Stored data
───
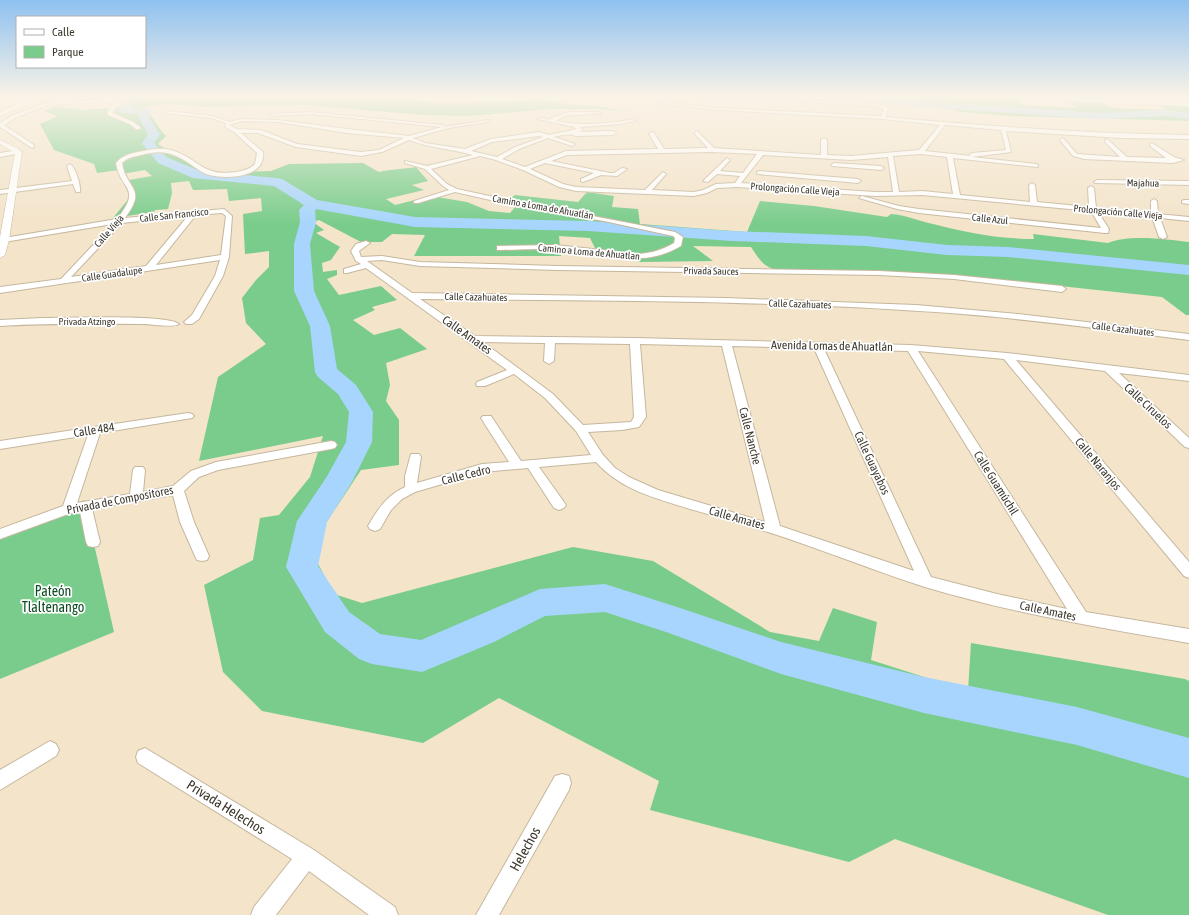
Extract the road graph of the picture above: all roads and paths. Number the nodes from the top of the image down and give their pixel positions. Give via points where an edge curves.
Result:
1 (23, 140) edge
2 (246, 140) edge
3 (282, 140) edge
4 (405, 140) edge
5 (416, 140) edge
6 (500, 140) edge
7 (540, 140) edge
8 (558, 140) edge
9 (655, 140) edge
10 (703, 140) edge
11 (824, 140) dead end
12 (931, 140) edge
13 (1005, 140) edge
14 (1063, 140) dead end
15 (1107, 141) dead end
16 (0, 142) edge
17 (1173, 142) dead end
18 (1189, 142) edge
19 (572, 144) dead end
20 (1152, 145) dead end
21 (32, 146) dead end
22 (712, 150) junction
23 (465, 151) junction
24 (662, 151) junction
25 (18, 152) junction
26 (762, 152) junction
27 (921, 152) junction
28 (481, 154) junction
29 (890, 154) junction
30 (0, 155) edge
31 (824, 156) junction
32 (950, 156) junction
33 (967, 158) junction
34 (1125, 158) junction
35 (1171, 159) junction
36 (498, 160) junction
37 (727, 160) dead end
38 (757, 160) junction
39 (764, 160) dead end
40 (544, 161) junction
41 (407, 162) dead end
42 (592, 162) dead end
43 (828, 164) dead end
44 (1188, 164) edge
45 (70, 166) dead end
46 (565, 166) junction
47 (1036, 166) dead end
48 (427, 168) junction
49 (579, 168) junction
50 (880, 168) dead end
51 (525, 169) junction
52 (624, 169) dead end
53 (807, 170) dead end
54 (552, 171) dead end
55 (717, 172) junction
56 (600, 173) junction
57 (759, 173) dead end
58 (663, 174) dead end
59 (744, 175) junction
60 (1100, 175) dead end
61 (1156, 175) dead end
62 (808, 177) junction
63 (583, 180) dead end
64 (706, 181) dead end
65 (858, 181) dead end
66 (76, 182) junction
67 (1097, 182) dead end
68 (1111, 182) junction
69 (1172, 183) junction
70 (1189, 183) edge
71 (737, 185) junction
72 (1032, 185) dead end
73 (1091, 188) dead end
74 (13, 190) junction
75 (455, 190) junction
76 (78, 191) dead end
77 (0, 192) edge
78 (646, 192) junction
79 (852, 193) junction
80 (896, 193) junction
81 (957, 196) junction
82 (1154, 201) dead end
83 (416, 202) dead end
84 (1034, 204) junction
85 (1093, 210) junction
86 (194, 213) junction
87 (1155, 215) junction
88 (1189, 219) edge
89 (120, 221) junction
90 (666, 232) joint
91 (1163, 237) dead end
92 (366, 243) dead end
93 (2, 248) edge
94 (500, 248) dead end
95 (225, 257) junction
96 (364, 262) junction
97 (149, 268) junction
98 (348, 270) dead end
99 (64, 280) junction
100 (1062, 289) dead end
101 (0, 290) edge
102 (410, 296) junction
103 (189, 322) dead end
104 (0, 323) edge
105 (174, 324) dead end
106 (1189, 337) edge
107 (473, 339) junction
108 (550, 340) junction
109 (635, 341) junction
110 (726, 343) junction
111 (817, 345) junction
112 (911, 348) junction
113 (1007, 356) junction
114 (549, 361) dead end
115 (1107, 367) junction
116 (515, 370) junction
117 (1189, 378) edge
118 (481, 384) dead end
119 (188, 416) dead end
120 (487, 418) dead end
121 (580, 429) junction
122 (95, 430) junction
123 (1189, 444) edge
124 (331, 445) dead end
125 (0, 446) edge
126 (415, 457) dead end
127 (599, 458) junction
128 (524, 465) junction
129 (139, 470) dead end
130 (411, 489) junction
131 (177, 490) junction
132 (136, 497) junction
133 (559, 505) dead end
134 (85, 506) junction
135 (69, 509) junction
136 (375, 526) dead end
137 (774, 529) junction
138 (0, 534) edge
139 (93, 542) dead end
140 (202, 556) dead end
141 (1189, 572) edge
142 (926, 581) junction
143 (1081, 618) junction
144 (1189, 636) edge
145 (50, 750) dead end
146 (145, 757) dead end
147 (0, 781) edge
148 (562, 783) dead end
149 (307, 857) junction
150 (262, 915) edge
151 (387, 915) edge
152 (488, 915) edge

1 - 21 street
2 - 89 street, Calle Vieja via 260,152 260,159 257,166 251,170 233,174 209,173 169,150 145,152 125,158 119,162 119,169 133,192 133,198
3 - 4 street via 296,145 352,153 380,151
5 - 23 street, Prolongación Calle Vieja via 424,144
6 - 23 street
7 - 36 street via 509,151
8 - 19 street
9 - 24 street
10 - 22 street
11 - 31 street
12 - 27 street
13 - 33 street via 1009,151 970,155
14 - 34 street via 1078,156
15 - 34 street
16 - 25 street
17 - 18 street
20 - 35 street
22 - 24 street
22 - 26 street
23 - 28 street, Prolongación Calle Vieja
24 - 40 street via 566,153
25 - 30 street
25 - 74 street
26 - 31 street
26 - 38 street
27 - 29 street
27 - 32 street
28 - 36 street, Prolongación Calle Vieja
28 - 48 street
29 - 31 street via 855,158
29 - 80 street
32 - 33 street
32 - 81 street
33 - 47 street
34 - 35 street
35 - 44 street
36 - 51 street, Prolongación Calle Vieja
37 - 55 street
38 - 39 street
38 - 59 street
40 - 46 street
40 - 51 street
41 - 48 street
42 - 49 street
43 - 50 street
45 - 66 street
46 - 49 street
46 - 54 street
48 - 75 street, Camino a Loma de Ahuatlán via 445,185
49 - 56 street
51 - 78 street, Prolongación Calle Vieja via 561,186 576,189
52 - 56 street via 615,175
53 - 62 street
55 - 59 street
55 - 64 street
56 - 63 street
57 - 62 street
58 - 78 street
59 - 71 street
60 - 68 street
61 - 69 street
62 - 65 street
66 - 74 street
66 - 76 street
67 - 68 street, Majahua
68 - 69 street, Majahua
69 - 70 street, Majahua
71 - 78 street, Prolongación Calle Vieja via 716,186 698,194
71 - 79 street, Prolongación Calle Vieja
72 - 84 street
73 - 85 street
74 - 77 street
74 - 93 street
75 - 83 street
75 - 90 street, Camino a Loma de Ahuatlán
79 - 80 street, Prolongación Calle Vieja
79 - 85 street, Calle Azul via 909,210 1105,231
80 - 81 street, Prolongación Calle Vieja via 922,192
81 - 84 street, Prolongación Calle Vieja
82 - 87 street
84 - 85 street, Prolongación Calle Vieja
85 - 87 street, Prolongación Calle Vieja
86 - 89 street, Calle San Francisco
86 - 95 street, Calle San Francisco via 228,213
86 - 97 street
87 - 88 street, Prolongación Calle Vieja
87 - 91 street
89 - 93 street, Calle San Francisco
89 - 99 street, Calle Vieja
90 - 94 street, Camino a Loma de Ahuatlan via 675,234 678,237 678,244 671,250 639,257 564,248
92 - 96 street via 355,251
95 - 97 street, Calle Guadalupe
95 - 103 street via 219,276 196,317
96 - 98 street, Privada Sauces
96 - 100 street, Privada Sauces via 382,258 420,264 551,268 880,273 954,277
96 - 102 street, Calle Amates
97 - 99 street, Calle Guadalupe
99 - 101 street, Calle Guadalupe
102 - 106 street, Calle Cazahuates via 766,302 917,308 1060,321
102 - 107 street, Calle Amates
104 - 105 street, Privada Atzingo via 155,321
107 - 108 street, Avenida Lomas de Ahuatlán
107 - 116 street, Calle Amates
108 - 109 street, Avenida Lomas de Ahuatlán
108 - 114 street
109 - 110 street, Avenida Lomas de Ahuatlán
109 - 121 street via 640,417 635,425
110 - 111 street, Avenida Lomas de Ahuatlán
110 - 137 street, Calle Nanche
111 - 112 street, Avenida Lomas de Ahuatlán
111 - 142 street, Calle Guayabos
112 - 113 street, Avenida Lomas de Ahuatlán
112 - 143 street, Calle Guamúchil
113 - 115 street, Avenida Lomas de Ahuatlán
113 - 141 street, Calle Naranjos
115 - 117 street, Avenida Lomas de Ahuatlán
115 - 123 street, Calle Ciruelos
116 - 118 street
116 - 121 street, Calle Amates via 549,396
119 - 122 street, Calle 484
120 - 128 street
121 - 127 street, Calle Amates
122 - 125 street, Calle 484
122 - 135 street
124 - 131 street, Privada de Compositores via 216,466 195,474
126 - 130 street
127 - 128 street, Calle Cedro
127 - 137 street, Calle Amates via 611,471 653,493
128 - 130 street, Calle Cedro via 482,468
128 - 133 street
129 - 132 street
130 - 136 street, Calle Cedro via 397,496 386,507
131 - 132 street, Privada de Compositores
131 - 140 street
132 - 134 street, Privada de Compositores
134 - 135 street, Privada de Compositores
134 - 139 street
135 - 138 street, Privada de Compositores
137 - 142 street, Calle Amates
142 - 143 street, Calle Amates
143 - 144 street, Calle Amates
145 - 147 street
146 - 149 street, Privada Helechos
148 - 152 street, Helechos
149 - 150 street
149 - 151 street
───
### Problem statement
Count the lines of the entries that hold the string "Helechos", then state that number and nothing more.

### Written response
2